Why You Should Hate the Treasury Bailout Proposal

SImple question that I've yet to receive an answer for;

"Why are people defaulting?"

I would add, when these subprime instruments came out that allowed 100% financing WITH Stated Income, that's a really bad combination.

I know from personal experience, that I walked away from writing several subprime loans where the borrowers were essentially trying to dictate how they wanted to do business. They'd talked to several brokers before they got to me, learned the game, and then were simply pitting one broker against the other to get the best price. I've seen quite a bit of talk on this board about how the potential homebuyers were duped. From my personal experience, very, very few homebuyers were duped. They knew what they were getting into, and were actively willing to lie about their incomes on state income loans to get into a home. Where the homeowners may have gotten surprised, though, is that very few in the mortgage business expected the music to stop as abruptly as it did.

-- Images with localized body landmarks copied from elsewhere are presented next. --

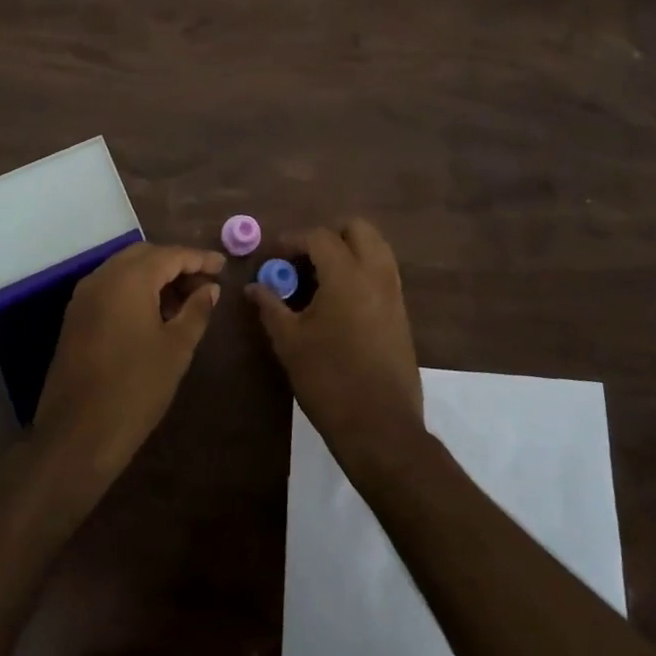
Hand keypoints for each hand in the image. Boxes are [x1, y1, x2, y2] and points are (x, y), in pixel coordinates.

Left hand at [33, 242, 223, 485]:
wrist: (77, 435)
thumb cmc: (135, 388)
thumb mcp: (176, 349)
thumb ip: (196, 311)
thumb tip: (210, 289)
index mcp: (129, 279)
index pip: (170, 255)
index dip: (199, 259)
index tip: (223, 266)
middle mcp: (103, 277)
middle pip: (145, 256)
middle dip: (176, 264)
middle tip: (204, 285)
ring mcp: (84, 296)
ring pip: (125, 270)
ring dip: (155, 277)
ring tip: (183, 302)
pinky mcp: (75, 316)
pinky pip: (110, 288)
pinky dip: (134, 290)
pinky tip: (154, 315)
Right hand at [248, 220, 424, 471]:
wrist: (380, 426)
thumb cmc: (328, 379)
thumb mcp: (289, 342)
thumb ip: (271, 306)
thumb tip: (254, 287)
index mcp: (346, 275)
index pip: (319, 237)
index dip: (293, 241)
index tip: (274, 257)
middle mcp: (376, 275)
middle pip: (359, 229)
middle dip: (329, 235)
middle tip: (304, 260)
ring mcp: (394, 294)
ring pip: (376, 249)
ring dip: (349, 251)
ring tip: (321, 278)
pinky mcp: (402, 314)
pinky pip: (383, 274)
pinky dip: (362, 272)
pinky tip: (339, 301)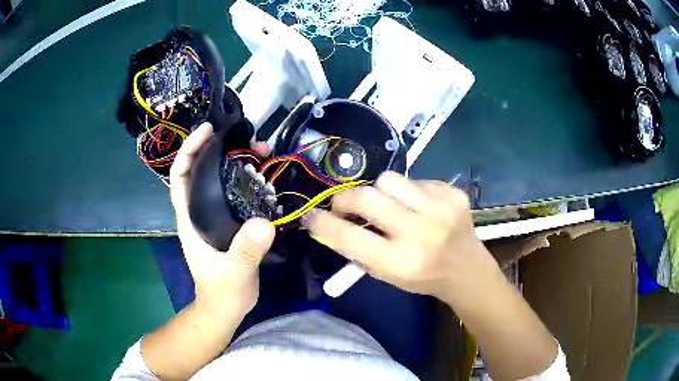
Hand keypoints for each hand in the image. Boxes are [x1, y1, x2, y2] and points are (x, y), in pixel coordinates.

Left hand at [169, 122, 274, 314]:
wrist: (226, 307)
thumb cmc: (223, 292)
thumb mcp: (234, 274)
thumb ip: (245, 252)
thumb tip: (263, 223)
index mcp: (190, 218)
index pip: (180, 175)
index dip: (189, 149)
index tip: (208, 130)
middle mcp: (199, 210)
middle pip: (202, 170)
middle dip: (220, 149)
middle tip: (248, 140)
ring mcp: (215, 215)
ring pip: (221, 178)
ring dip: (238, 161)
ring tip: (262, 152)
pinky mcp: (230, 221)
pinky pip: (236, 191)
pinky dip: (249, 178)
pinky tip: (266, 175)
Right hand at [304, 171, 497, 300]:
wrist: (467, 269)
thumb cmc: (422, 277)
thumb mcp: (386, 275)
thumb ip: (357, 250)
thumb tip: (328, 223)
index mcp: (400, 261)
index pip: (348, 236)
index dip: (323, 223)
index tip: (311, 215)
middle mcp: (420, 232)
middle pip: (366, 197)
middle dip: (346, 199)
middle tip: (343, 205)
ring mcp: (440, 208)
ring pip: (388, 180)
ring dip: (380, 193)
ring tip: (388, 206)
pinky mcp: (452, 193)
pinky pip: (415, 180)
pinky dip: (408, 193)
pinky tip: (419, 207)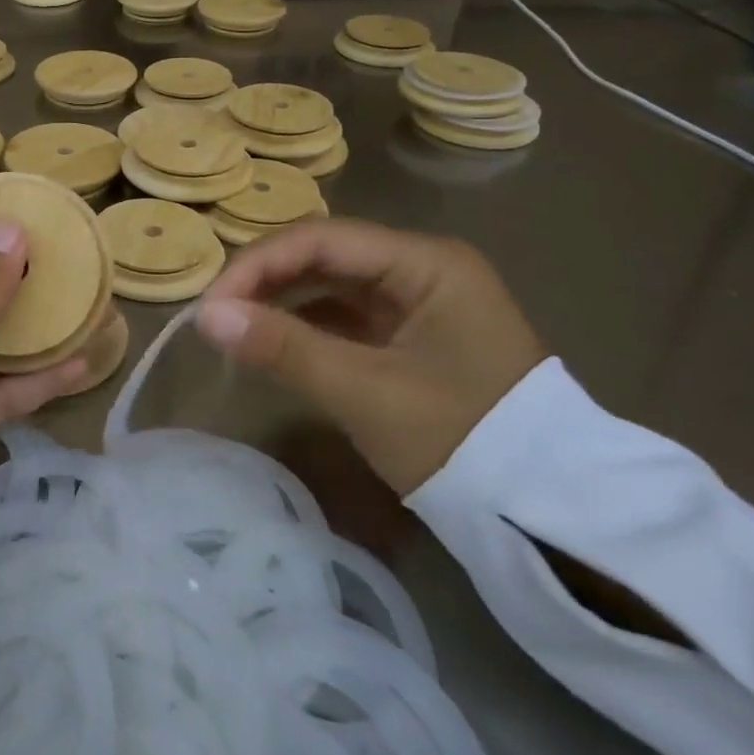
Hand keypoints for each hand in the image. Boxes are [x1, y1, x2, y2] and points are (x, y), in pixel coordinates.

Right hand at [194, 219, 545, 494]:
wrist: (549, 515)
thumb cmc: (460, 440)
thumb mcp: (364, 392)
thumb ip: (283, 348)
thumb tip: (204, 317)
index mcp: (426, 262)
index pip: (322, 239)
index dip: (258, 264)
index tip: (212, 305)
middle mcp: (424, 268)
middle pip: (325, 255)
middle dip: (266, 280)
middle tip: (217, 316)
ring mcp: (421, 302)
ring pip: (333, 284)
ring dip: (282, 300)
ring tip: (234, 327)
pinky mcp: (414, 336)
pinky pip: (347, 316)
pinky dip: (307, 326)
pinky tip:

For those homeowners that used a state-income subprime, say 2 year ARM, there is no recourse for them. Period. They're going to be foreclosed. 1. They don't make the income that they stated, so now that they've got to go full-doc they can't come close to making the debt to income ratios. Also, the debt to income ratios have tightened considerably. 18 months ago you could qualify, with good credit, some assets, on a 100% full doc loan up to a 65.99% debt to income ratio. That's been cut to a max of 55.99%, with a 97% LTV (through FHA); and this ratio is going to come down again, very soon, I believe at the beginning of October.

2. The adjustable rate on their subprime loan is based on a) an index plus b) margin. Many of these ARMs were written with the 1 year Libor rate as the underlying index. At the time, it was no big deal, as libor and treasuries were very close in rate, and traded pretty much parallel to each other. Not anymore. The spread between libor and treasuries has gotten huge. If you've got a LIBOR based ARM, you're really screwed.

3. LTV. If you got a 100% LTV loan in 2006 or 2007, you've probably got a 115% to 125% LTV loan today. Even with perfect credit, and lots of money in the bank, the odds of simply being able to refinance are extrenely slim.